I. Snowflake Editions

Snowflake is offered in 4 Editions to choose from, according to the organization’s business needs and use-cases.

  • Cost considerations start with the process of selecting the right “edition” based on the workload needs, as the consecutive editions come with additional features with an added premium over the previous one.
  • Second factor that impacts the cost is selecting the right “region” based on the geographical requirements of the organization. There is no generic right or wrong region at all. It always boils down to the specific use-cases and requirements such as regulatory compliances, etc.
Sample pricing for AWS US East (Northern Virginia) | Source — Snowflake Pricing

Choosing an edition in the beginning is not carved in stone. Changing the edition as the organization’s usage & needs change, is easy.

II. Cost Contributing Factors

To know the factors that contribute to cost in Snowflake, all we need to recall is the Snowflake Architecture itself. Basically, these 3 layers of the Architecture are directly attributed as the primary factors of cost in Snowflake.

Snowflake Architecture

Below are the 5 factors that incur costs in Snowflake.

*Cloud Services & Serverless Compute Resources would fall under the Compute layer costs. We don’t really have full control on these resource allocation. For this article’s sake, let us treat them as individual cost drivers.

Let’s understand each of them in detail.

1. Storage

When setting up a new Snowflake Account, one of the first steps is to choose the appropriate Storage plan according to the needs — On-Demand or Capacity.

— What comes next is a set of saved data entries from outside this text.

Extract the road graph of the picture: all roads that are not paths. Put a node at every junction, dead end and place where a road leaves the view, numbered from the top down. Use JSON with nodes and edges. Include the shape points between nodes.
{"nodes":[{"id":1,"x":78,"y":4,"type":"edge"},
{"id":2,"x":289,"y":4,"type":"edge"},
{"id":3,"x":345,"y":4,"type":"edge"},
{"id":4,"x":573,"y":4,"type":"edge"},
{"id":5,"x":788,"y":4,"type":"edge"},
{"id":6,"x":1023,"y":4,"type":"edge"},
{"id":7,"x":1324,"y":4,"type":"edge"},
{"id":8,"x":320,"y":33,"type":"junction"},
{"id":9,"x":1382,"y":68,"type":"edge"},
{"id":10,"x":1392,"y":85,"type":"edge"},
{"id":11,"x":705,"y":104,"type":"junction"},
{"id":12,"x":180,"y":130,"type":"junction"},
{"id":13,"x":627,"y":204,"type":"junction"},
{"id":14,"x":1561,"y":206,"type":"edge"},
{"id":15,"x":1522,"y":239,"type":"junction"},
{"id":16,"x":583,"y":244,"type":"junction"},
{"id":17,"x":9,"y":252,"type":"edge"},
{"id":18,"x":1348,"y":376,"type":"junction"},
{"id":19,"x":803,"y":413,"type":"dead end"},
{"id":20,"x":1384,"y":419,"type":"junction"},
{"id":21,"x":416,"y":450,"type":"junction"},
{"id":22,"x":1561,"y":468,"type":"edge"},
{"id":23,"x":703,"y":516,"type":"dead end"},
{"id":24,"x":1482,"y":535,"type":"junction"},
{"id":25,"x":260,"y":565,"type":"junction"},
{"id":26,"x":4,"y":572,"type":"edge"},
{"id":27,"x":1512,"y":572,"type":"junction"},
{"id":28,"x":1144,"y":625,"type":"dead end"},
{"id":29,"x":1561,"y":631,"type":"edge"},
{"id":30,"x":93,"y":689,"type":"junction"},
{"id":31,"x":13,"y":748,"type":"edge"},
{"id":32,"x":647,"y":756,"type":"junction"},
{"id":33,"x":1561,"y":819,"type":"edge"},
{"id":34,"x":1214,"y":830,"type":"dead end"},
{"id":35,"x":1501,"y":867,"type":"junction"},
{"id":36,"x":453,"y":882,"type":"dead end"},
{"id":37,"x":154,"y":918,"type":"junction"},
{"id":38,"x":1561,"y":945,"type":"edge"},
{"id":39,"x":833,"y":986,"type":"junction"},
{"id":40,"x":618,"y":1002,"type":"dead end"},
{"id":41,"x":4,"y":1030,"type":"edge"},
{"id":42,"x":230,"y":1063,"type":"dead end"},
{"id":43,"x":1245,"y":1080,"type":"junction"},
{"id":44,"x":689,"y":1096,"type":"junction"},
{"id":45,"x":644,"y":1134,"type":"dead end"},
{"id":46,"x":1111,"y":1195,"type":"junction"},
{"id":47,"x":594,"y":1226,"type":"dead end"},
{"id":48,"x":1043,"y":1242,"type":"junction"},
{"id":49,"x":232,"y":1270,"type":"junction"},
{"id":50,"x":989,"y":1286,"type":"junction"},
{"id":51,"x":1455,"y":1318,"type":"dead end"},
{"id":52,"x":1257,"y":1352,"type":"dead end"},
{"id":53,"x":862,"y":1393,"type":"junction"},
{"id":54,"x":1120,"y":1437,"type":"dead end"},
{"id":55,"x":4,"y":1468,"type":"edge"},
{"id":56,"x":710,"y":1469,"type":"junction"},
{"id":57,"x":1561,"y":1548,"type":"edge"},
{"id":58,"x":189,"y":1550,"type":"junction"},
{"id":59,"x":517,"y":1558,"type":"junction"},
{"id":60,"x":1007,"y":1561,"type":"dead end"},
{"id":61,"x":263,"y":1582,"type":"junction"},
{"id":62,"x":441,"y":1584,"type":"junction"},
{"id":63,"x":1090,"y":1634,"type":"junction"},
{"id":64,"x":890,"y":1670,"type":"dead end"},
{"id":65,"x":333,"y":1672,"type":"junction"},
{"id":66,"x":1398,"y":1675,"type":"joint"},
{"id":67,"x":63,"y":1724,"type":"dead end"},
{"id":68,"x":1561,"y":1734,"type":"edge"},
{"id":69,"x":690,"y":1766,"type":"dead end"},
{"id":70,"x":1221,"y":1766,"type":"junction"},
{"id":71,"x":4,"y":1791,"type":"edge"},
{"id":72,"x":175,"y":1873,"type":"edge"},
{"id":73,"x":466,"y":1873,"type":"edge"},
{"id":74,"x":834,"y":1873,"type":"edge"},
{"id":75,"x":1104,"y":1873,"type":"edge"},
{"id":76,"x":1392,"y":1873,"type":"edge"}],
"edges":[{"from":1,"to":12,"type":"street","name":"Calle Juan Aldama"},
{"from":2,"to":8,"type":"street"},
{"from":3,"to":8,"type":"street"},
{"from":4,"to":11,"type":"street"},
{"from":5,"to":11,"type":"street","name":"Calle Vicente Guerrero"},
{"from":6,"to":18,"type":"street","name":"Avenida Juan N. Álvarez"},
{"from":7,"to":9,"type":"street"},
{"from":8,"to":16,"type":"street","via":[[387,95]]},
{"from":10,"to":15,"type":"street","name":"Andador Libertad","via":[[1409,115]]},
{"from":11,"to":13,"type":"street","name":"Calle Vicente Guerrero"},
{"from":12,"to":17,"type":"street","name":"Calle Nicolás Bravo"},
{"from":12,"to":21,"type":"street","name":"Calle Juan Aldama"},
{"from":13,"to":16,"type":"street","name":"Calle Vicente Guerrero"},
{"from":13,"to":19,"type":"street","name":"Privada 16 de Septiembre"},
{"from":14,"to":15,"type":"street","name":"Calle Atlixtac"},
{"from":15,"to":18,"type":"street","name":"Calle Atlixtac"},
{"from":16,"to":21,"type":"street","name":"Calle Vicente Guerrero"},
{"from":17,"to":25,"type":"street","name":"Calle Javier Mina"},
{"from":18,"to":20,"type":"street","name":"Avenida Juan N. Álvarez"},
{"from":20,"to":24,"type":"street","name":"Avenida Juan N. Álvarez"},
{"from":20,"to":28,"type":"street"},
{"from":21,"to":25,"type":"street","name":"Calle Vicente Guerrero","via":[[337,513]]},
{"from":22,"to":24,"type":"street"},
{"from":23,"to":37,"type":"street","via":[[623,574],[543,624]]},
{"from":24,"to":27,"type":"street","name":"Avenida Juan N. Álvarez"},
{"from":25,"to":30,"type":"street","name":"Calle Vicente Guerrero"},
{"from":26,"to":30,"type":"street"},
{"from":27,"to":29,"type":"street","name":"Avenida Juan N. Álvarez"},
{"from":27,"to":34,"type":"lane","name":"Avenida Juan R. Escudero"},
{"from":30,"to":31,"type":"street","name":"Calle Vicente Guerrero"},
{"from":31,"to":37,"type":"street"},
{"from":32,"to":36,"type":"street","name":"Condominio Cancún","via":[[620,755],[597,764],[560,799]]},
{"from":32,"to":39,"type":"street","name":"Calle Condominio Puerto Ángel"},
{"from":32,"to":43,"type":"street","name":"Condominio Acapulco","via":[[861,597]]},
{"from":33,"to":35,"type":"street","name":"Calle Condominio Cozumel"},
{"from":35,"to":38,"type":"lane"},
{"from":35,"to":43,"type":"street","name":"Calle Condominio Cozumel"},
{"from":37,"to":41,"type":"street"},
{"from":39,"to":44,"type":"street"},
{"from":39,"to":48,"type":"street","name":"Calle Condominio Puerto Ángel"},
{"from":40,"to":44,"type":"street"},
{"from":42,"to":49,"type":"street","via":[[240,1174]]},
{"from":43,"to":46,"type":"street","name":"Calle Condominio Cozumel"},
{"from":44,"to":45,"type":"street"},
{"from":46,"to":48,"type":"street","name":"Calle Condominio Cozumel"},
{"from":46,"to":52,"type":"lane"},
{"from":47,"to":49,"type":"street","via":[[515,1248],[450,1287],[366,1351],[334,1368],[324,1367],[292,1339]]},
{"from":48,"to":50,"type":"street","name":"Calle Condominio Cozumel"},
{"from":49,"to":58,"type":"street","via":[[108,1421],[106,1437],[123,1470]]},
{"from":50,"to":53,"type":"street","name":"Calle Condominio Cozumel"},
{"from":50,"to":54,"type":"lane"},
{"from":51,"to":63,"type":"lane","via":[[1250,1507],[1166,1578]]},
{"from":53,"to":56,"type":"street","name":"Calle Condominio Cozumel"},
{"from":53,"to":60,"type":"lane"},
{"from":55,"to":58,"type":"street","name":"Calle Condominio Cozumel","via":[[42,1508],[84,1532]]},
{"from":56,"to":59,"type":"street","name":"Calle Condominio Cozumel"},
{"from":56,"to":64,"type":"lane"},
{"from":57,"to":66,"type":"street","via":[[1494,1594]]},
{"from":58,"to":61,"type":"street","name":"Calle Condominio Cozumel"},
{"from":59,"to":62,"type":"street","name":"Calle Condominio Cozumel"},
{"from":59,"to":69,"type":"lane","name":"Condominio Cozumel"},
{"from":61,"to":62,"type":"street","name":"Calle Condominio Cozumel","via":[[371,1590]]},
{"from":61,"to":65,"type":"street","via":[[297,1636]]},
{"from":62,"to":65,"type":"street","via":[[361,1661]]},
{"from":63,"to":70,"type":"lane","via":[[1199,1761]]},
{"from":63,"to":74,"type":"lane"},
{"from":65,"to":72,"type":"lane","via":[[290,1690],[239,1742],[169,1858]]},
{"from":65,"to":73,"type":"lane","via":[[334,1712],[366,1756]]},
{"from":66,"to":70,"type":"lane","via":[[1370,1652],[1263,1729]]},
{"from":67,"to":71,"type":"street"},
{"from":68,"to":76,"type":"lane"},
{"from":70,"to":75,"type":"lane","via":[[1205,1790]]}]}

As Capacity plan is offered at a significant discount (almost 50% as shown in the below example), it is obviously the preferable choice for any project. But choosing the right capacity level, close to the ground reality, is key to high efficiency in terms of cost savings.

AWS — US East (Northern Virginia) Storage Cost as of Jan 2023.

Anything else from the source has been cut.